* [Problem to work on]:
Restate all of the following data exactly, keeping any images out of the copy.

* [Collected data]:
##########

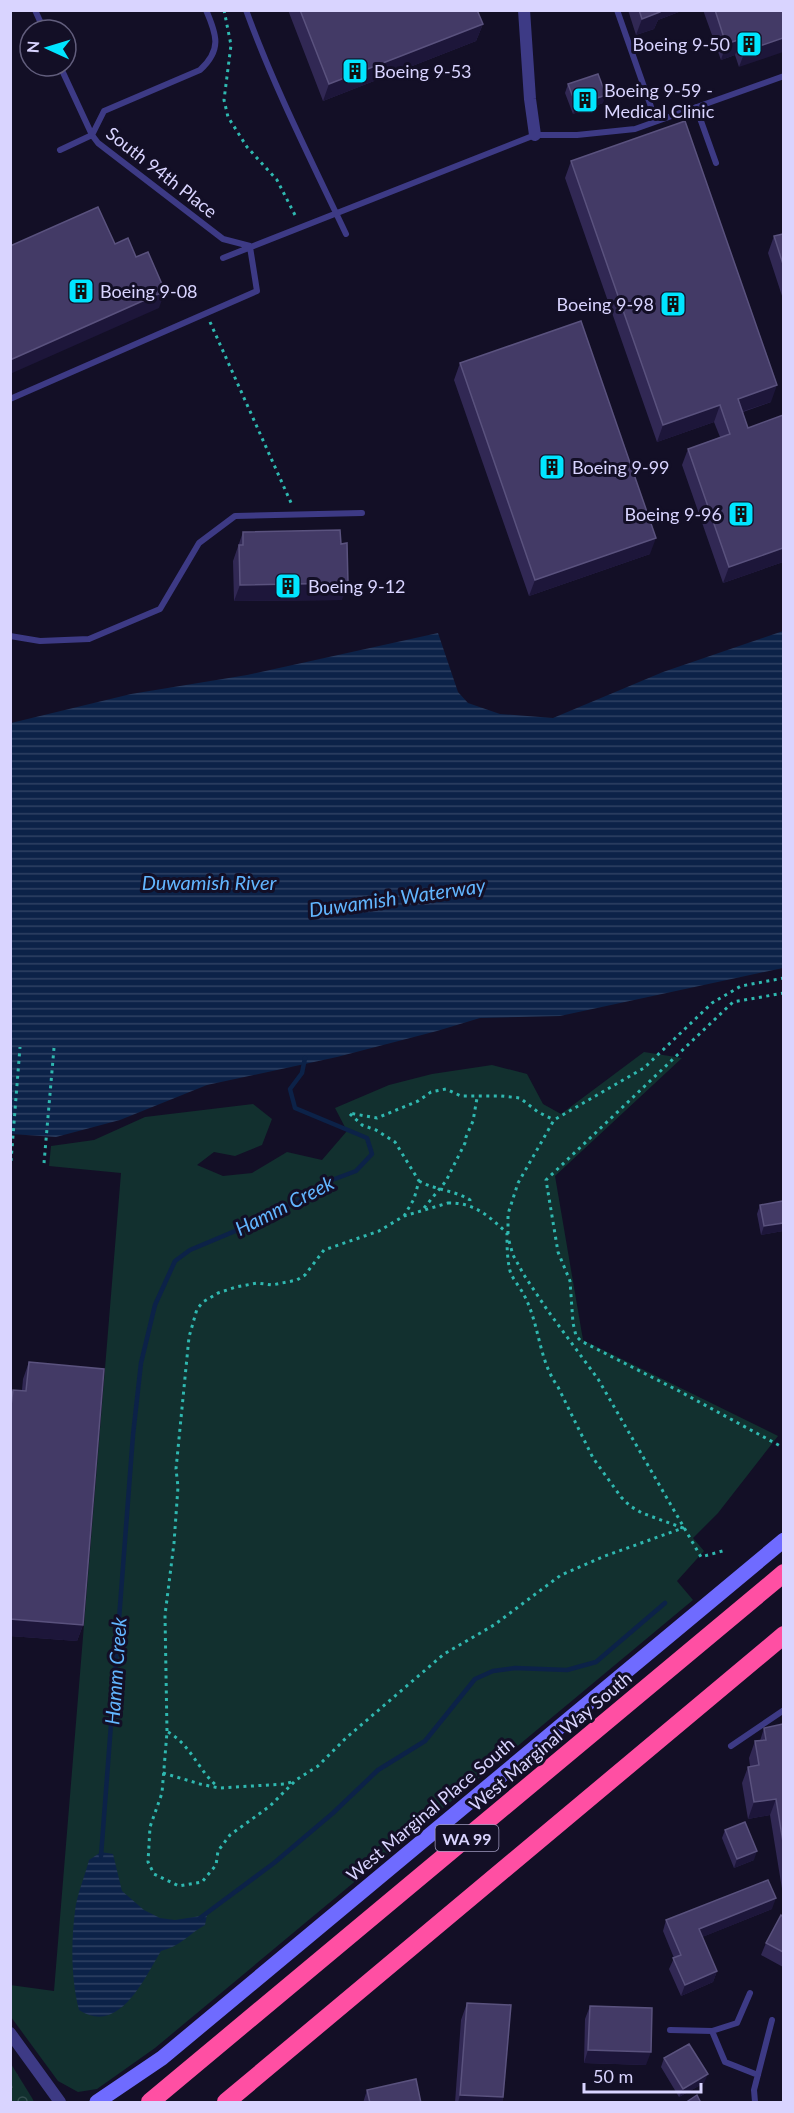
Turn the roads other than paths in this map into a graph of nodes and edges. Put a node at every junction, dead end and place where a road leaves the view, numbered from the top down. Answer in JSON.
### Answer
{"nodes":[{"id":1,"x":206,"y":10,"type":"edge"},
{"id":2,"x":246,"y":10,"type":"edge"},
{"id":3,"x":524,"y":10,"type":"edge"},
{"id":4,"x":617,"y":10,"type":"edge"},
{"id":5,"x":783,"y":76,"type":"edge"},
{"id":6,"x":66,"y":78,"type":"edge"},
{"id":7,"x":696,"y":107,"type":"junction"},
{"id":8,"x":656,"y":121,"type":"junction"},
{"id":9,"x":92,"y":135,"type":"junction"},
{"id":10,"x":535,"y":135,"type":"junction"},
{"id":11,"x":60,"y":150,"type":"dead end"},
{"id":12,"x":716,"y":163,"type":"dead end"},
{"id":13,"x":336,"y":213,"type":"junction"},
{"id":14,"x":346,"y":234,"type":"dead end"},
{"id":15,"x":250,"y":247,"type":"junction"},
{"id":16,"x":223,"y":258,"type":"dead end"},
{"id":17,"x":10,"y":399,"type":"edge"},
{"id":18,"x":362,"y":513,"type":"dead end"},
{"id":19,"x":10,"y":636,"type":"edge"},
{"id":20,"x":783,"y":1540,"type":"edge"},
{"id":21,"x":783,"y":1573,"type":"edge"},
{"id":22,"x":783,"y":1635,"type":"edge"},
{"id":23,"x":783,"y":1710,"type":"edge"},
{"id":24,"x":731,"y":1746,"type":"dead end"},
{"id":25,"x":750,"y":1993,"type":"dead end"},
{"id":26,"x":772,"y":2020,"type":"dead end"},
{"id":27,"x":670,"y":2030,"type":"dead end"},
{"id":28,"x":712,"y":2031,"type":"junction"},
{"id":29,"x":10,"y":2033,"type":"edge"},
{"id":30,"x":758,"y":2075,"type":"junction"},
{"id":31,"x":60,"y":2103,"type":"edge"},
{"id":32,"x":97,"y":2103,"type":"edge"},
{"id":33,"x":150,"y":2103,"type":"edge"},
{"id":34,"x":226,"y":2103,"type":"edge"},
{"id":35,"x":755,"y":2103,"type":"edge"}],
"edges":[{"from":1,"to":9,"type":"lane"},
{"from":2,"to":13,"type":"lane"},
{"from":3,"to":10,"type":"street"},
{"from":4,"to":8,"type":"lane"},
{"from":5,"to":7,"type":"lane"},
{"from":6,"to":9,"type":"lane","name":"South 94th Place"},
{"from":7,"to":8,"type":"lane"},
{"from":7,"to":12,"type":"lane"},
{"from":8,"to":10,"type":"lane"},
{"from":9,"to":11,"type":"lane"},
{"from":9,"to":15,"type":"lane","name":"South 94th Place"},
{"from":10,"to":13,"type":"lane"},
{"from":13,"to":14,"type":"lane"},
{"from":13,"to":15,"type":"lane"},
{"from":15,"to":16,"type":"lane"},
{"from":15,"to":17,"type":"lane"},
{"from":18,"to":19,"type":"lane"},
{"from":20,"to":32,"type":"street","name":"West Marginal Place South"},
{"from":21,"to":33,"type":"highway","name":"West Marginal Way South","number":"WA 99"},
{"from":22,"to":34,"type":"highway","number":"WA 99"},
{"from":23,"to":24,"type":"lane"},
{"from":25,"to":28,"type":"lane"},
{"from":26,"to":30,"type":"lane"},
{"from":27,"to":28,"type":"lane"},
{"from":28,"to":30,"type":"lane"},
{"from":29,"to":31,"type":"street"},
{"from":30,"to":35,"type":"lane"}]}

##########

* [Answer below]:
Turn the roads other than paths in this map into a graph of nodes and edges. Put a node at every junction, dead end and place where a road leaves the view, numbered from the top down. Answer in JSON.
### Answer
{"nodes":[{"id":1,"x":206,"y":10,"type":"edge"},
{"id":2,"x":246,"y":10,"type":"edge"},
{"id":3,"x":524,"y":10,"type":"edge"},
{"id":4,"x":617,"y":10,"type":"edge"},
{"id":5,"x":783,"y":76,"type":"edge"},
{"id":6,"x":66,"y":78,"type":"edge"},
{"id":7,"x":696,"y":107,"type":"junction"},
{"id":8,"x":656,"y":121,"type":"junction"},
{"id":9,"x":92,"y":135,"type":"junction"},
{"id":10,"x":535,"y":135,"type":"junction"},
{"id":11,"x":60,"y":150,"type":"dead end"},
{"id":12,"x":716,"y":163,"type":"dead end"},
{"id":13,"x":336,"y":213,"type":"junction"},
{"id":14,"x":346,"y":234,"type":"dead end"},
{"id":15,"x":250,"y":247,"type":"junction"},
{"id":16,"x":223,"y":258,"type":"dead end"},
{"id":17,"x":10,"y":399,"type":"edge"},
{"id":18,"x":362,"y":513,"type":"dead end"},
{"id":19,"x":10,"y":636,"type":"edge"},
{"id":20,"x":783,"y":1540,"type":"edge"},
{"id":21,"x":783,"y":1573,"type":"edge"},
{"id":22,"x":783,"y":1635,"type":"edge"},
{"id":23,"x":783,"y":1710,"type":"edge"},
{"id":24,"x":731,"y":1746,"type":"dead end"},
{"id":25,"x":750,"y":1993,"type":"dead end"},
{"id":26,"x":772,"y":2020,"type":"dead end"},
{"id":27,"x":670,"y":2030,"type":"dead end"},
{"id":28,"x":712,"y":2031,"type":"junction"},
{"id":29,"x":10,"y":2033,"type":"edge"},
{"id":30,"x":758,"y":2075,"type":"junction"},
{"id":31,"x":60,"y":2103,"type":"edge"},
{"id":32,"x":97,"y":2103,"type":"edge"},
{"id":33,"x":150,"y":2103,"type":"edge"},
{"id":34,"x":226,"y":2103,"type":"edge"},
{"id":35,"x":755,"y":2103,"type":"edge"}],
"edges":[{"from":1,"to":9,"type":"lane"},
{"from":2,"to":13,"type":"lane"},
{"from":3,"to":10,"type":"street"},
{"from":4,"to":8,"type":"lane"},
{"from":5,"to":7,"type":"lane"},
{"from":6,"to":9,"type":"lane","name":"South 94th Place"},
{"from":7,"to":8,"type":"lane"},
{"from":7,"to":12,"type":"lane"},
{"from":8,"to":10,"type":"lane"},
{"from":9,"to":11,"type":"lane"},
{"from":9,"to":15,"type":"lane","name":"South 94th Place"},
{"from":10,"to":13,"type":"lane"},
{"from":13,"to":14,"type":"lane"},
{"from":13,"to":15,"type":"lane"},
{"from":15,"to":16,"type":"lane"},
{"from":15,"to":17,"type":"lane"},
{"from":18,"to":19,"type":"lane"},
{"from":20,"to":32,"type":"street","name":"West Marginal Place South"},
{"from":21,"to":33,"type":"highway","name":"West Marginal Way South","number":"WA 99"},
{"from":22,"to":34,"type":"highway","number":"WA 99"},
{"from":23,"to":24,"type":"lane"},
{"from":25,"to":28,"type":"lane"},
{"from":26,"to":30,"type":"lane"},
{"from":27,"to":28,"type":"lane"},
{"from":28,"to":30,"type":"lane"},
{"from":29,"to":31,"type":"street"},
{"from":30,"to":35,"type":"lane"}]}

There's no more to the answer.